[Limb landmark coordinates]
╔══

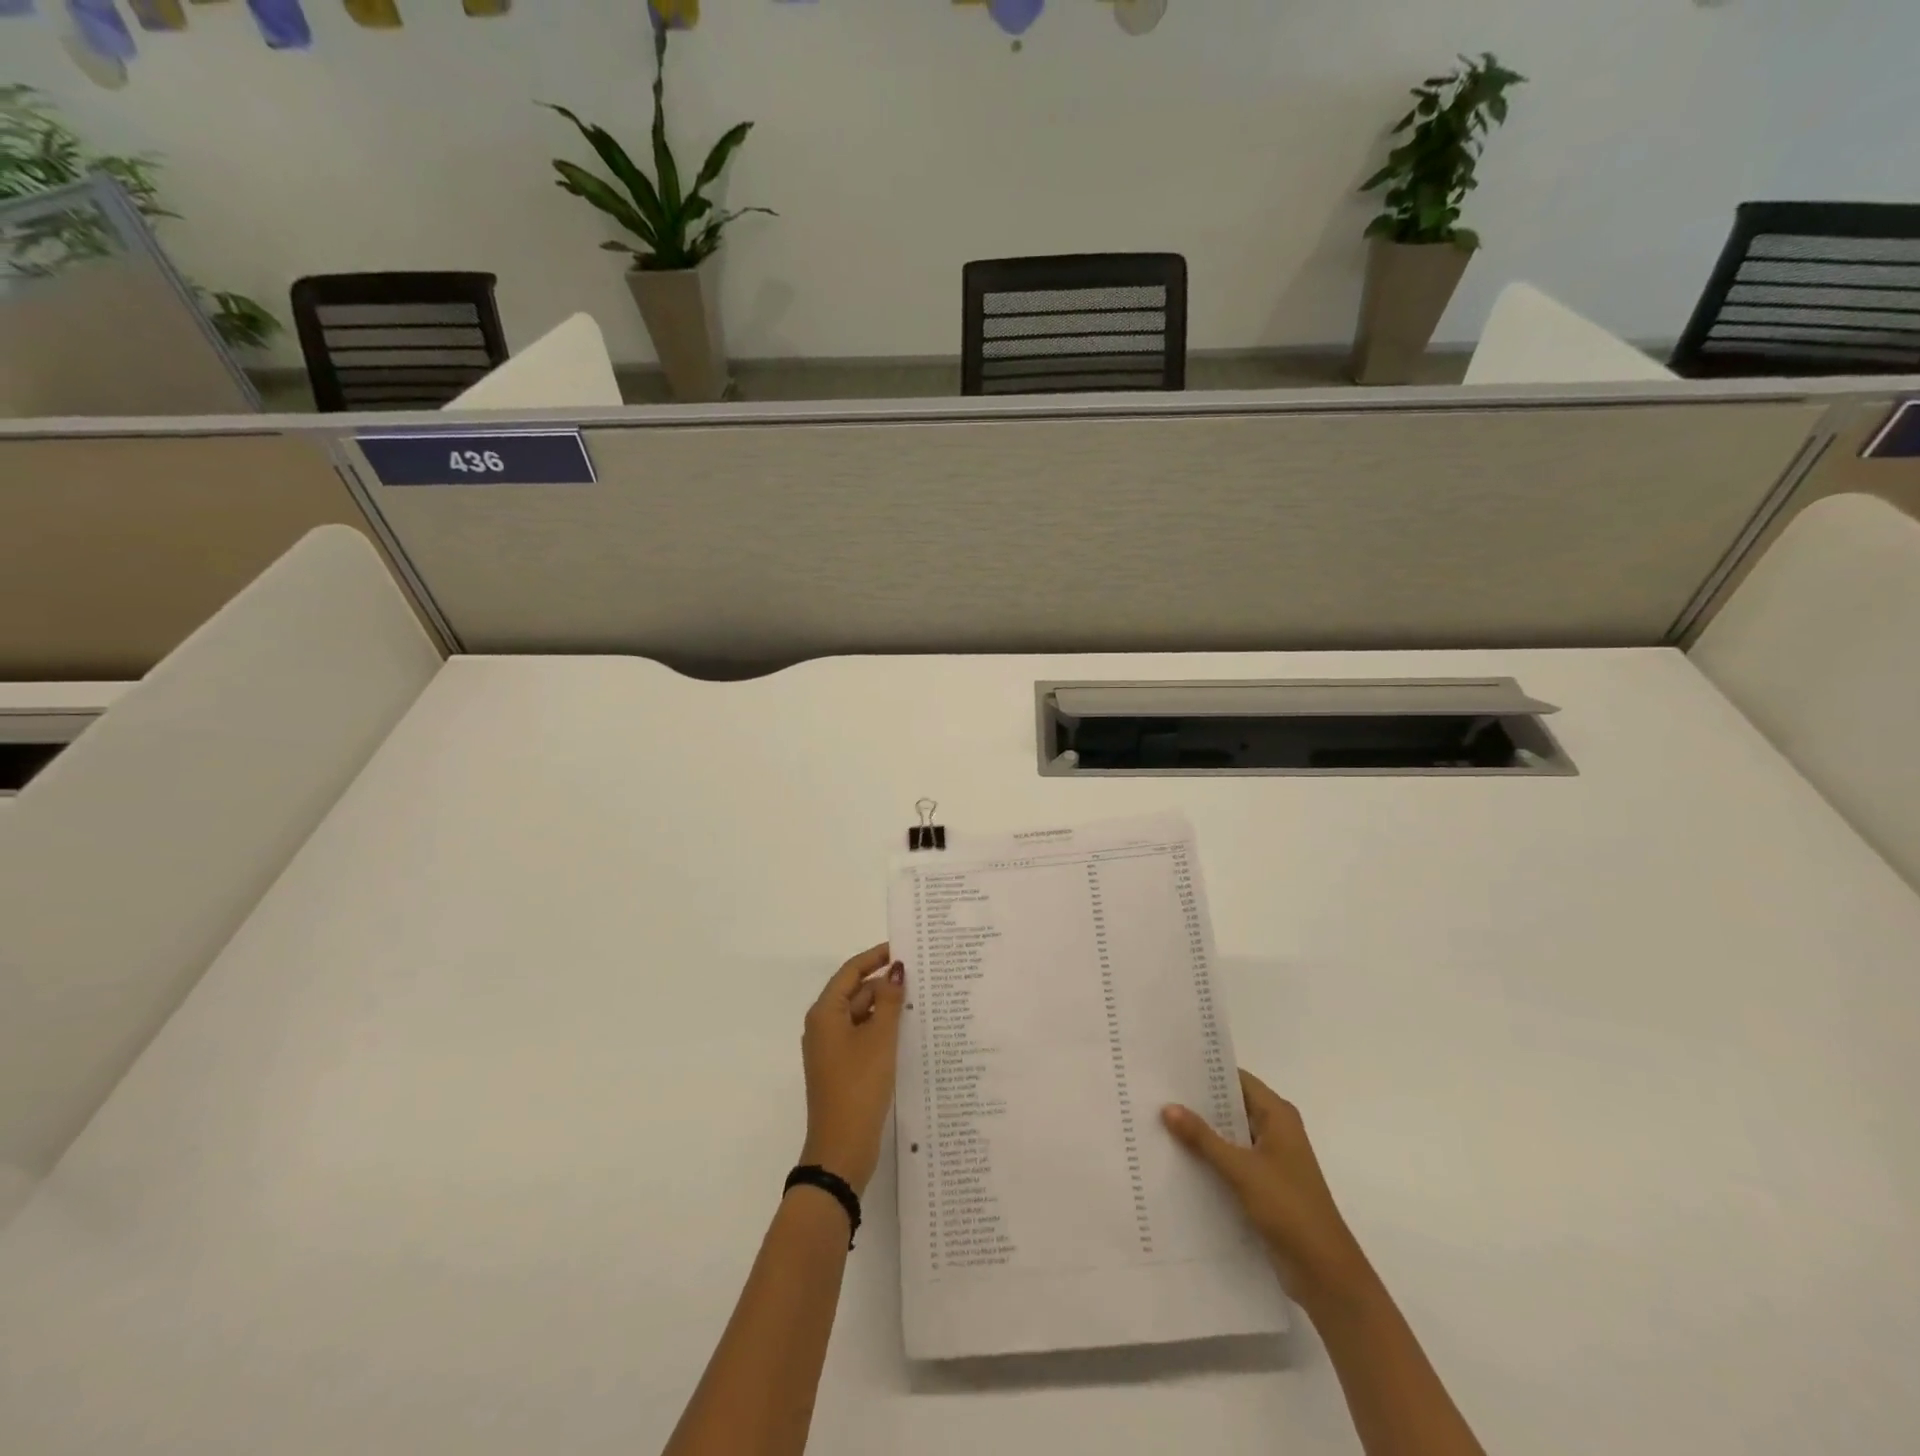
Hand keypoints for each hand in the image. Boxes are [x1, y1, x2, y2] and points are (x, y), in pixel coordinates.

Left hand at [798, 943, 905, 1195]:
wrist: (842, 1148)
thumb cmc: (859, 1086)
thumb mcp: (880, 1039)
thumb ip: (890, 1001)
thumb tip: (896, 970)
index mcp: (825, 1013)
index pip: (851, 971)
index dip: (876, 956)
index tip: (904, 948)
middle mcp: (824, 1026)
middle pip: (856, 992)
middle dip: (885, 983)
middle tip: (922, 976)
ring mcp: (832, 1048)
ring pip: (861, 1015)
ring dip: (887, 1008)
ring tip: (921, 1001)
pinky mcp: (842, 1067)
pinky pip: (863, 1036)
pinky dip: (882, 1029)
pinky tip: (908, 1031)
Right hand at [1163, 1070, 1370, 1304]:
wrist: (1324, 1272)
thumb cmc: (1288, 1208)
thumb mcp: (1241, 1169)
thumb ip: (1203, 1138)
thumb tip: (1168, 1107)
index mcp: (1278, 1115)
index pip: (1236, 1079)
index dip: (1205, 1072)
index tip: (1169, 1067)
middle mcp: (1276, 1130)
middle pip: (1231, 1105)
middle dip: (1197, 1103)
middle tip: (1156, 1093)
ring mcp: (1271, 1158)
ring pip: (1229, 1134)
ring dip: (1202, 1132)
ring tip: (1159, 1121)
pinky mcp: (1264, 1184)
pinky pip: (1231, 1159)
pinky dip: (1210, 1157)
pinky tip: (1179, 1158)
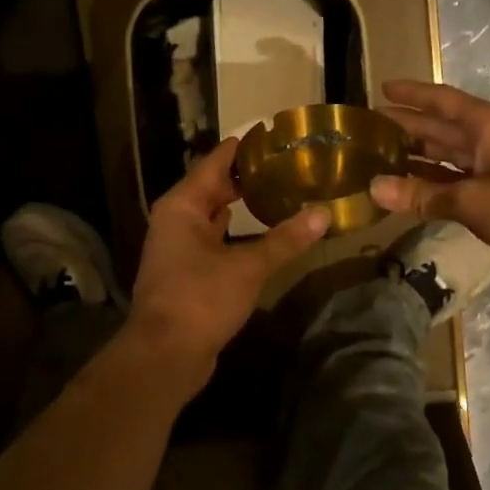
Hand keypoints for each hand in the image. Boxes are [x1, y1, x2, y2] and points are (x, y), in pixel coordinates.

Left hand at [129, 137, 329, 368]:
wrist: (165, 355)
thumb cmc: (200, 299)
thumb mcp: (248, 267)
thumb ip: (285, 239)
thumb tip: (324, 214)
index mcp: (182, 206)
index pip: (214, 163)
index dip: (242, 148)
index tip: (272, 134)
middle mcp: (175, 221)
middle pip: (212, 187)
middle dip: (245, 176)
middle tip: (285, 163)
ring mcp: (178, 248)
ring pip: (212, 215)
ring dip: (239, 204)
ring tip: (277, 191)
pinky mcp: (186, 273)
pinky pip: (213, 240)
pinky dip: (235, 232)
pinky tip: (259, 231)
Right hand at [370, 80, 489, 293]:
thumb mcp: (473, 202)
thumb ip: (422, 195)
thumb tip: (373, 188)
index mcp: (487, 126)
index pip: (442, 101)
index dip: (412, 94)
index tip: (382, 87)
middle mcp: (489, 140)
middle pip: (440, 127)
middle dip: (406, 125)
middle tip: (366, 128)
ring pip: (446, 155)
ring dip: (415, 156)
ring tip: (377, 157)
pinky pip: (455, 180)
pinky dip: (431, 183)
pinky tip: (406, 189)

╚══

> **Exercise details**:
Copy exactly, and only, the lines from the line that contains "middle mcp: (489, 140)" through the end of the data above.

> **Response to this exercise**:
middle mcp: (489, 140)
middle pip: (440, 127)
middle dip: (406, 125)
middle tip: (366, 128)
ring pip: (446, 155)
ring dip: (415, 156)
ring tip: (377, 157)
pinky pip: (455, 180)
pinky dip: (431, 183)
pinky tip: (406, 189)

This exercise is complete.